Army of the Dead is a film full of pleasant surprises, but Matthias Schweighöfer, playing a German safecracker with a hair-trigger for impassioned speeches about locks and bolts, is perhaps the most pleasant surprise of them all. The man has a twitchy sort of charm easily misidentified as “quirkiness.” In reality he’s well-mannered to a fault and polite to the point of timidity, but with one other propulsive quality buried beneath the affable veneer: Intensity. Everything Schweighöfer does in Army of the Dead is informed by a vigor belied by his nervousness. He’s a squirrely burglar, quivering one moment over flesh-eating ghouls and doing a heroic sacrifice the next.

This intensity carries over into Army of Thieves, the prequel film to Army of the Dead, where Schweighöfer replaces Zack Snyder in the director’s chair. To allay any fears that Schweighöfer might copy Snyder’s style, don’t worry: Schweighöfer is not Zack Snyder, because nobody is. Everything that singled out Schweighöfer’s work under Snyder’s guidance is infused into Army of Thieves on a molecular level, as if he managed to get his hands on Shay Hatten’s screenplay and bleed all over its pages. Army of Thieves replaces the doom, gloom and zombie chaos with deep-rooted joy, as if Schweighöfer, behind the camera, can scarcely believe he’s directing a film this big established by a filmmaker like Snyder.
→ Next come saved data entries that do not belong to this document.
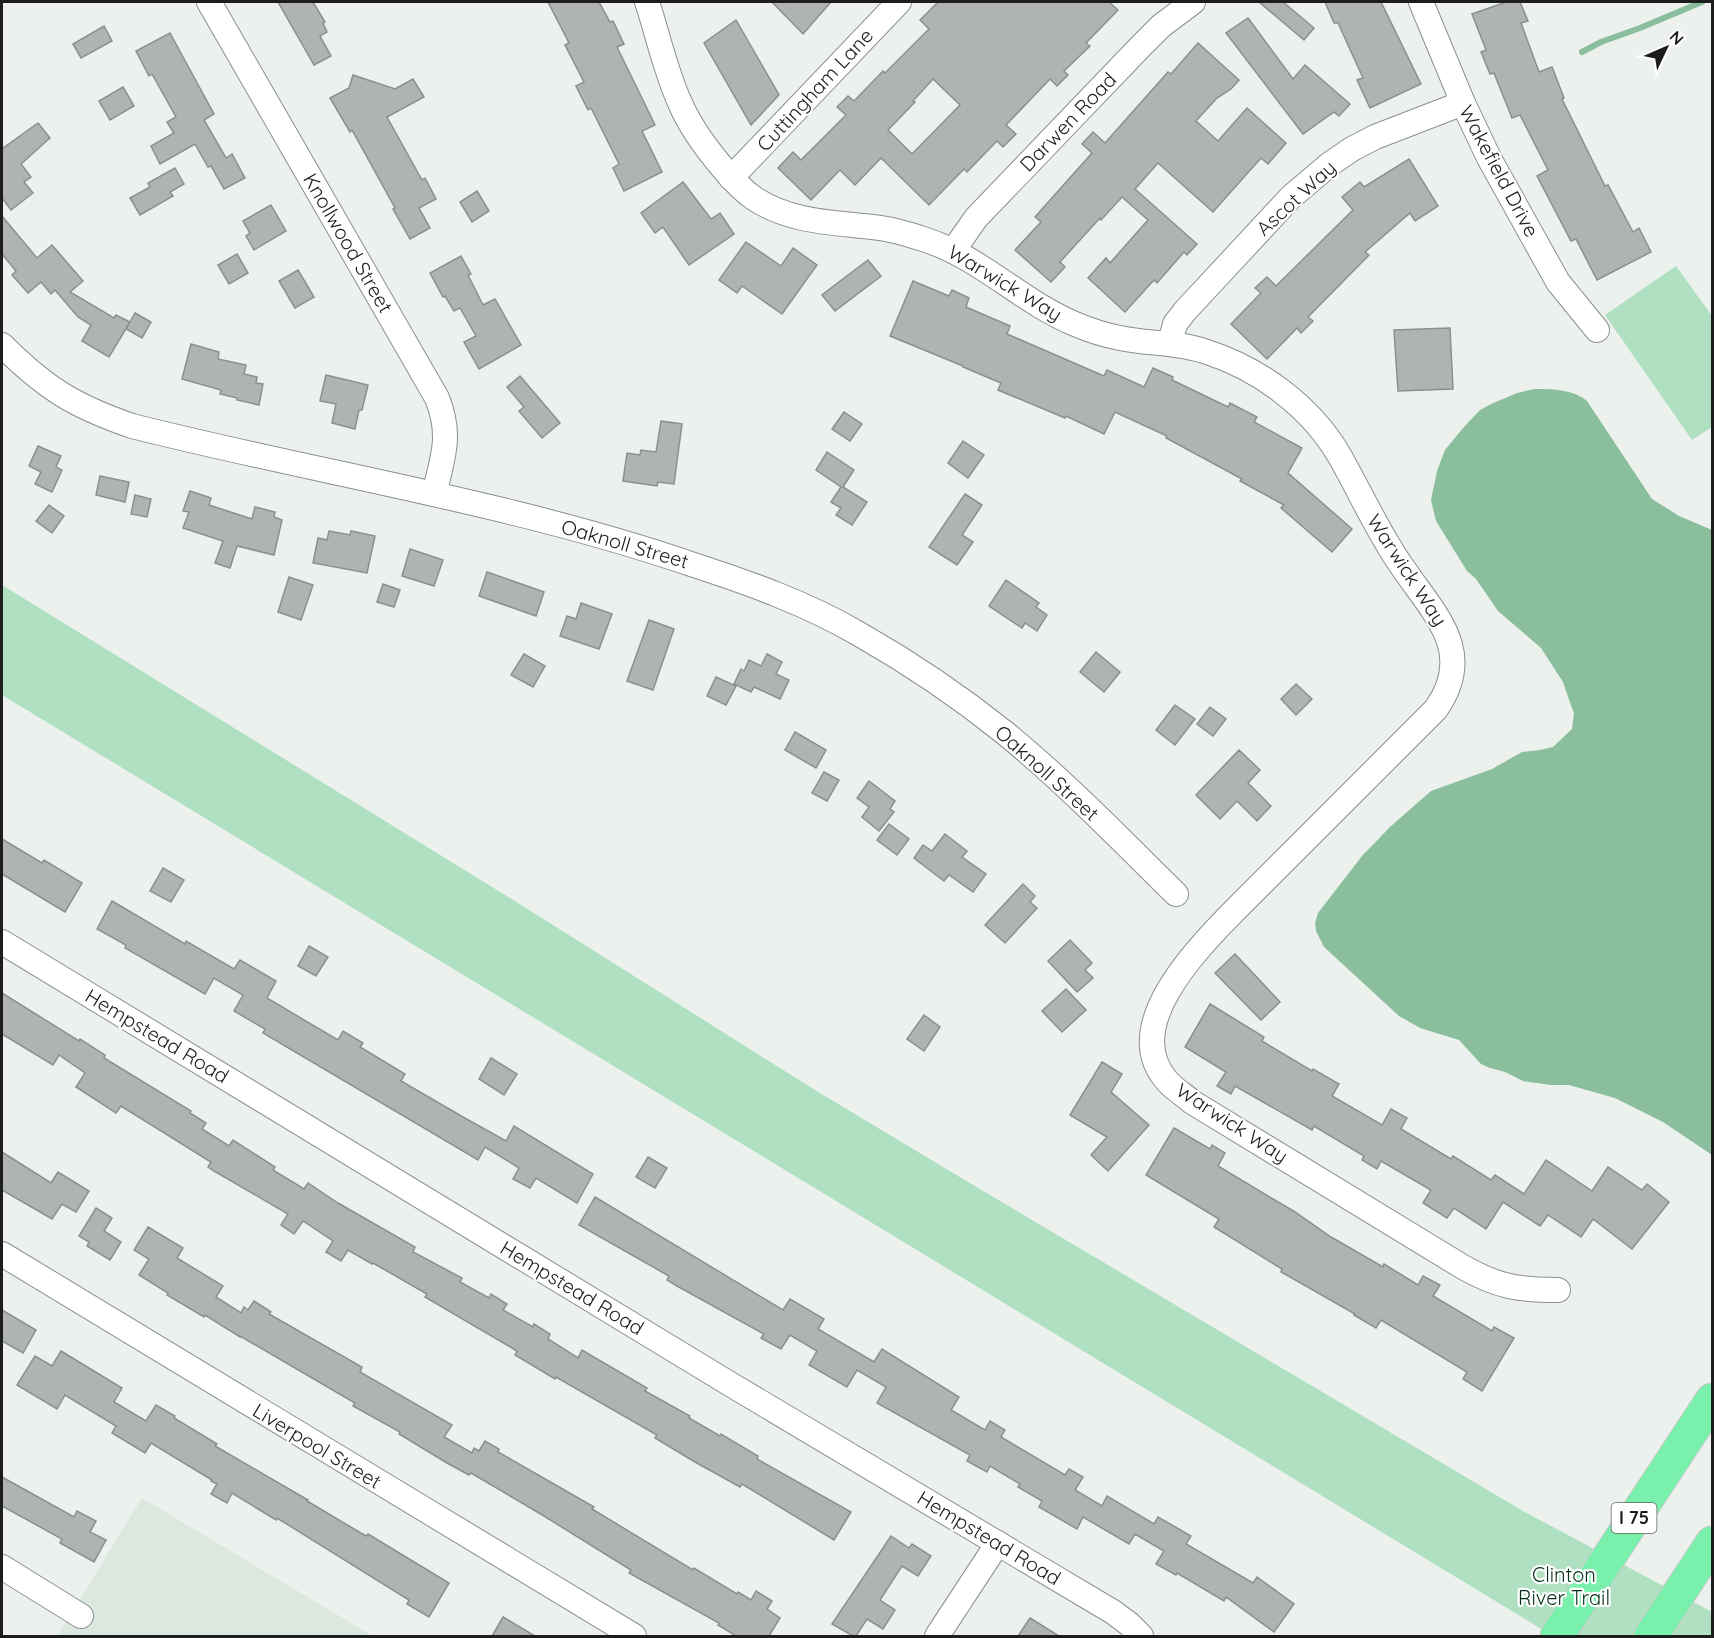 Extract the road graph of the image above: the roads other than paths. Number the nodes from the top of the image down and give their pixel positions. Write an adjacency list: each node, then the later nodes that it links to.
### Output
1 (209, 2): 12 (street, Knollwood Street)
2 (647, 2): 7 (street, Warwick Way)
3 (899, 2): 7 (street, Cuttingham Lane)
4 (1193, 2): 8 (street, Darwen Road)
5 (1421, 2): 6 (street, Wakefield Drive)
6 (1463, 103): 9 (street, Wakefield Drive); 10 (street, Ascot Way)
7 (731, 178): 8 (street, Warwick Way)
8 (952, 251): 10 (street, Warwick Way)
9 (1597, 330)
10 (1170, 343): 16 (street, Warwick Way)
11 (2, 345): 12 (street, Oaknoll Street)
12 (434, 494): 13 (street, Oaknoll Street)
13 (1176, 894)
14 (2, 942): 18 (street, Hempstead Road)
15 (2, 1254): 22 (street, Liverpool Street)
16 (1558, 1290)
17 (1713, 1400): 25 (highway, I 75)
18 (998, 1543): 23 (street); 24 (street, Hempstead Road)
19 (1713, 1543): 26 (highway)
20 (5, 1577): 21 (street)
21 (81, 1616)
22 (634, 1636)
23 (937, 1636)
24 (1141, 1636)
25 (1557, 1636)
26 (1651, 1636) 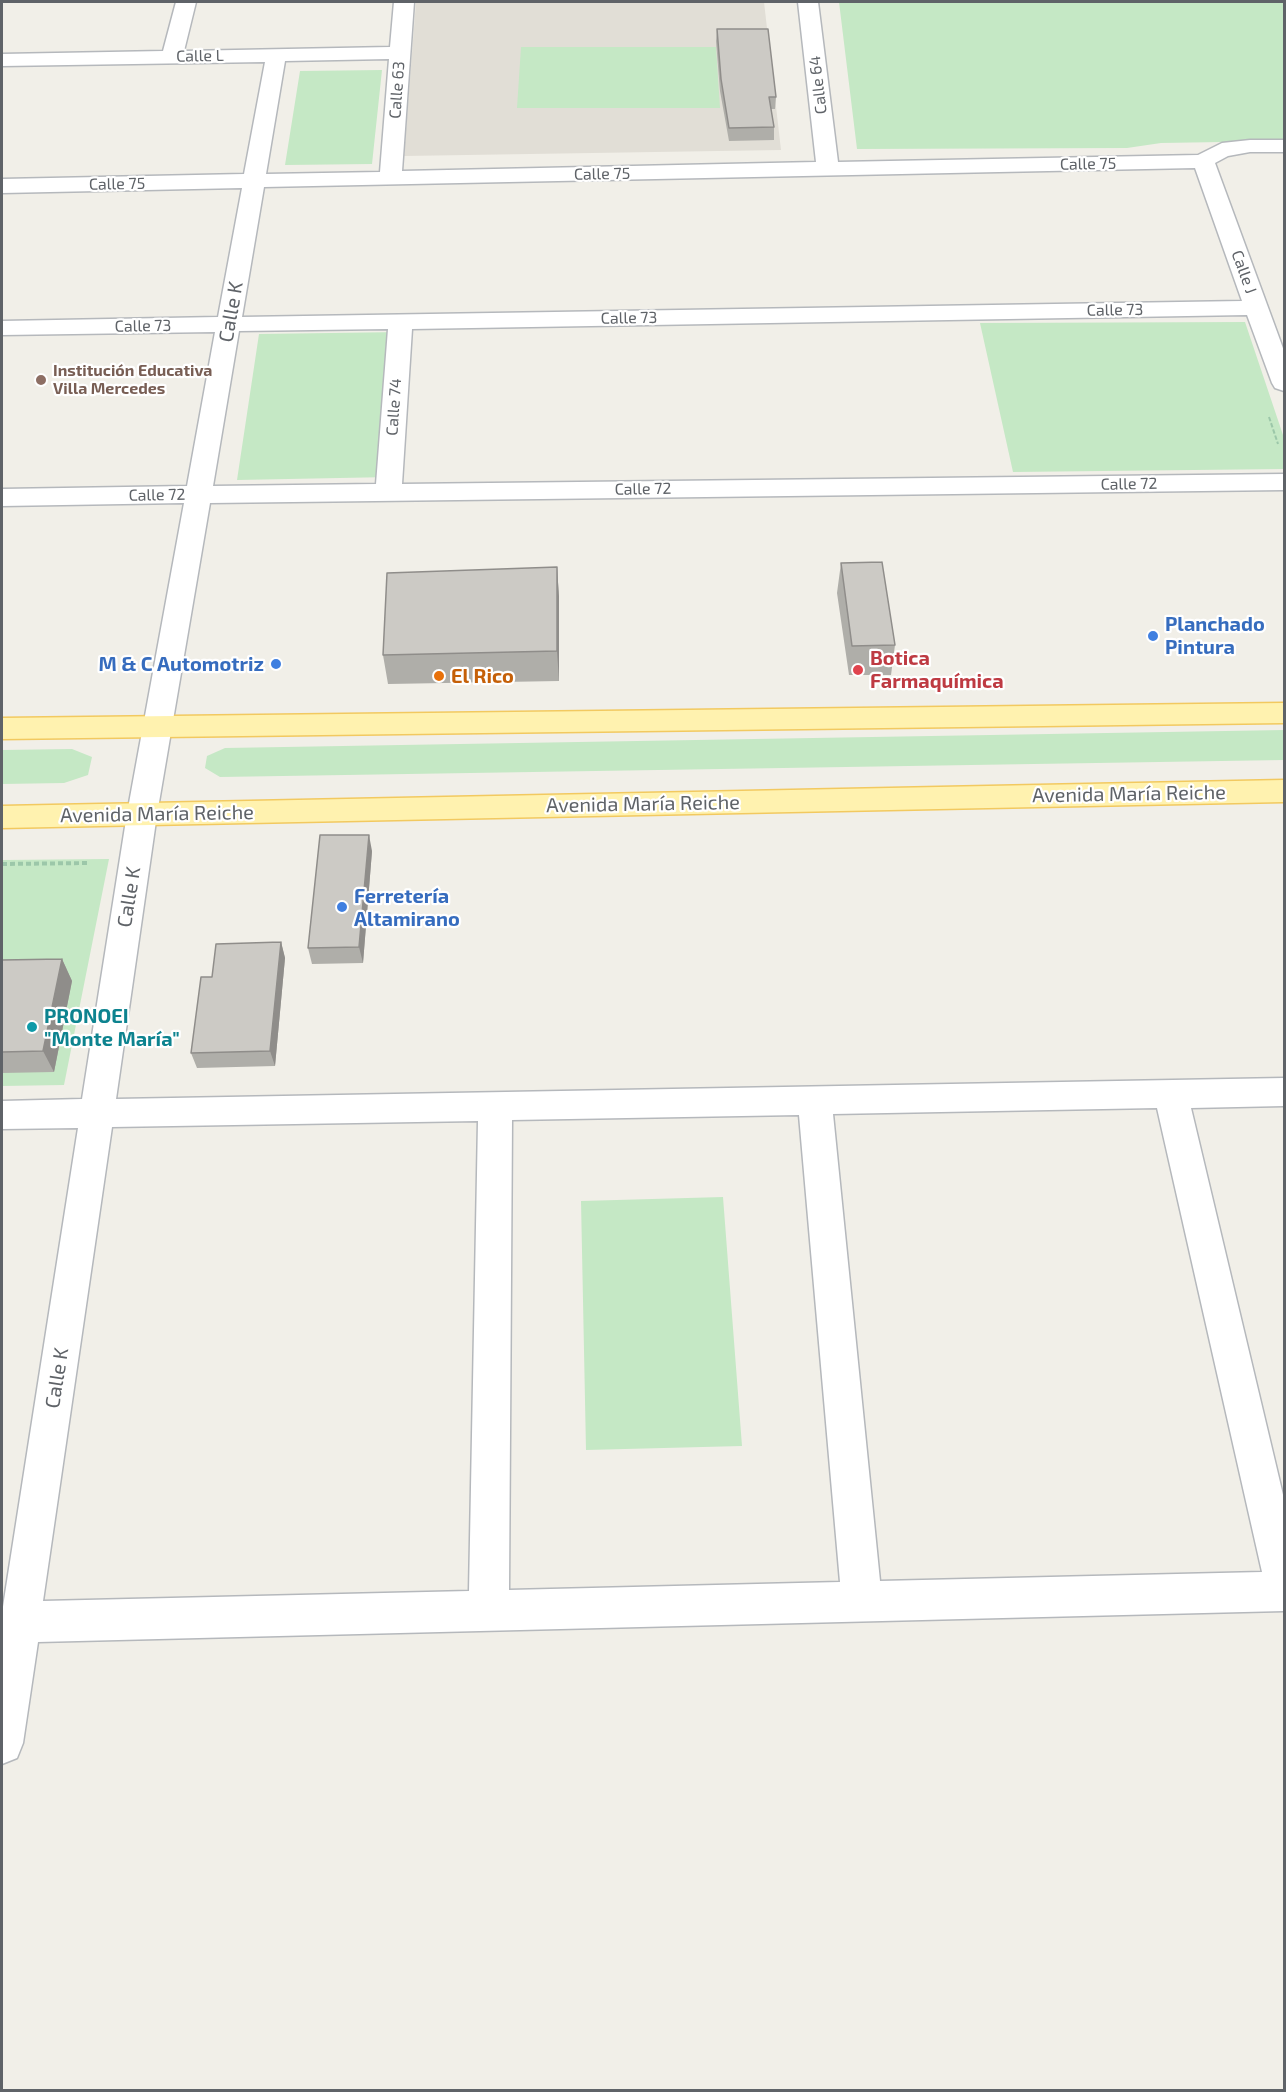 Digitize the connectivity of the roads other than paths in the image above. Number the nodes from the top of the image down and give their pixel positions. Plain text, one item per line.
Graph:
1 (186, 2) edge
2 (404, 2) edge
3 (808, 2) edge
4 (399, 52) junction
5 (276, 55) junction
6 (172, 57) junction
7 (2, 60) edge
8 (1284, 146) edge
9 (1203, 161) junction
10 (828, 169) junction
11 (390, 178) junction
12 (254, 181) junction
13 (2, 186) edge
14 (1257, 308) junction
15 (401, 322) junction
16 (229, 325) junction
17 (2, 328) edge
18 (1284, 382) edge
19 (1284, 482) edge
20 (388, 492) junction
21 (198, 495) junction
22 (2, 497) edge
23 (1284, 713) edge
24 (157, 727) junction
25 (2, 729) edge
26 (1284, 791) edge
27 (142, 814) junction
28 (2, 817) edge
29 (1284, 1092) edge
30 (1171, 1094) junction
31 (815, 1101) junction
32 (495, 1106) junction
33 (96, 1114) junction
34 (2, 1115) edge
35 (1284, 1580) edge
36 (1284, 1591) edge
37 (862, 1602) junction
38 (489, 1611) junction
39 (20, 1622) junction
40 (2, 1743) edge

1 - 6 street
2 - 4 street, Calle 63
3 - 10 street, Calle 64
4 - 5 street, Calle L
4 - 11 street, Calle 63
5 - 6 street, Calle L
5 - 12 street, Calle K
6 - 7 street, Calle L
8 - 9 street
9 - 10 street, Calle 75
9 - 14 street, Calle J
10 - 11 street, Calle 75
11 - 12 street, Calle 75
12 - 13 street, Calle 75
12 - 16 street, Calle K
14 - 15 street, Calle 73
14 - 18 street, Calle J
15 - 16 street, Calle 73
15 - 20 street, Calle 74
16 - 17 street, Calle 73
16 - 21 street, Calle K
19 - 20 street, Calle 72
20 - 21 street, Calle 72
21 - 22 street, Calle 72
21 - 24 street, Calle K
23 - 24 main road
24 - 25 main road
24 - 27 street, Calle K
26 - 27 main road, Avenida María Reiche
27 - 28 main road, Avenida María Reiche
27 - 33 street, Calle K
29 - 30 street
30 - 31 street
30 - 35 street
31 - 32 street
31 - 37 street
32 - 33 street
32 - 38 street
33 - 34 street
33 - 39 street, Calle K
36 - 37 street
37 - 38 street
38 - 39 street
39 - 40 street, Calle K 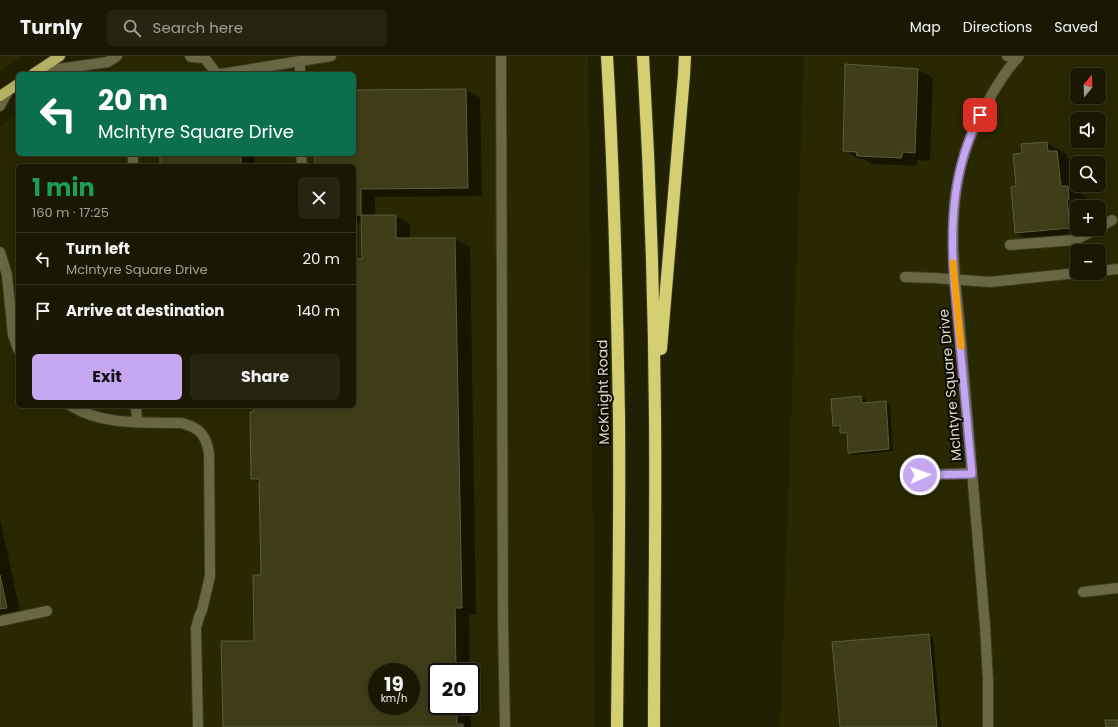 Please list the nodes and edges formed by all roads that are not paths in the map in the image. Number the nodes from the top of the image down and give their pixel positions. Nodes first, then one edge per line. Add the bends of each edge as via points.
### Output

It’s impossible to resist that sort of bubbly, crackling enthusiasm, which makes Army of Thieves’ predictable elements easier to countenance. In fact, Schweighöfer makes us look forward to the predictability the way sports fans wait in trembling, eager anticipation of a home run or touchdown: You want it to happen, you’re waiting for it to happen, and if it doesn’t happen then why did you even bother getting out of bed today? Army of Thieves is many things, but it’s rarely if ever a disappointment. It certainly isn’t boring.

Schweighöfer once again plays Ludwig Dieter, safecracker extraordinaire and veteran nerd, except now he goes by Sebastian. Ludwig Dieter is a chosen name. (You may want an explanation. The movie provides.) Living an ordinary life in Berlin, where he works a thankless job being abused by angry customers at a bank, taking his lunch breaks all by his lonesome, Sebastian perks himself up testing his mettle in daily speed safecracking challenges and by uploading videos on the ins, outs and history of safecracking online. Granted, he has a viewership of nobody, but zero viewership is enough to attract the eye of Gwendoline (Nathalie Emmanuel), a career bank robber who wants his help opening a series of vaults designed by near-mythical safe designer Hans Wagner.

Her mission is time-sensitive. Army of Thieves does not ignore Army of the Dead: As the heist unfolds, so too does the zombie apocalypse abroad in the United States. Gwendoline must crack the safes before they’re decommissioned due to security concerns raised by the zombie outbreak. So Sebastian joins her and her team, including hacker Korina (Ruby O. Fee), driver Rolph (Guz Khan) and tough guy Brad Cage (Stuart Martin), using a chosen name as Sebastian so wishes to. (Brad Cage loves and idolizes Brad Pitt and Nicholas Cage. You do the math.) All the while the gang army is tracked by Interpol agent Delacroix (Jonathan Cohen), still stung from the time Brad shot him in the ass. The clock is ticking.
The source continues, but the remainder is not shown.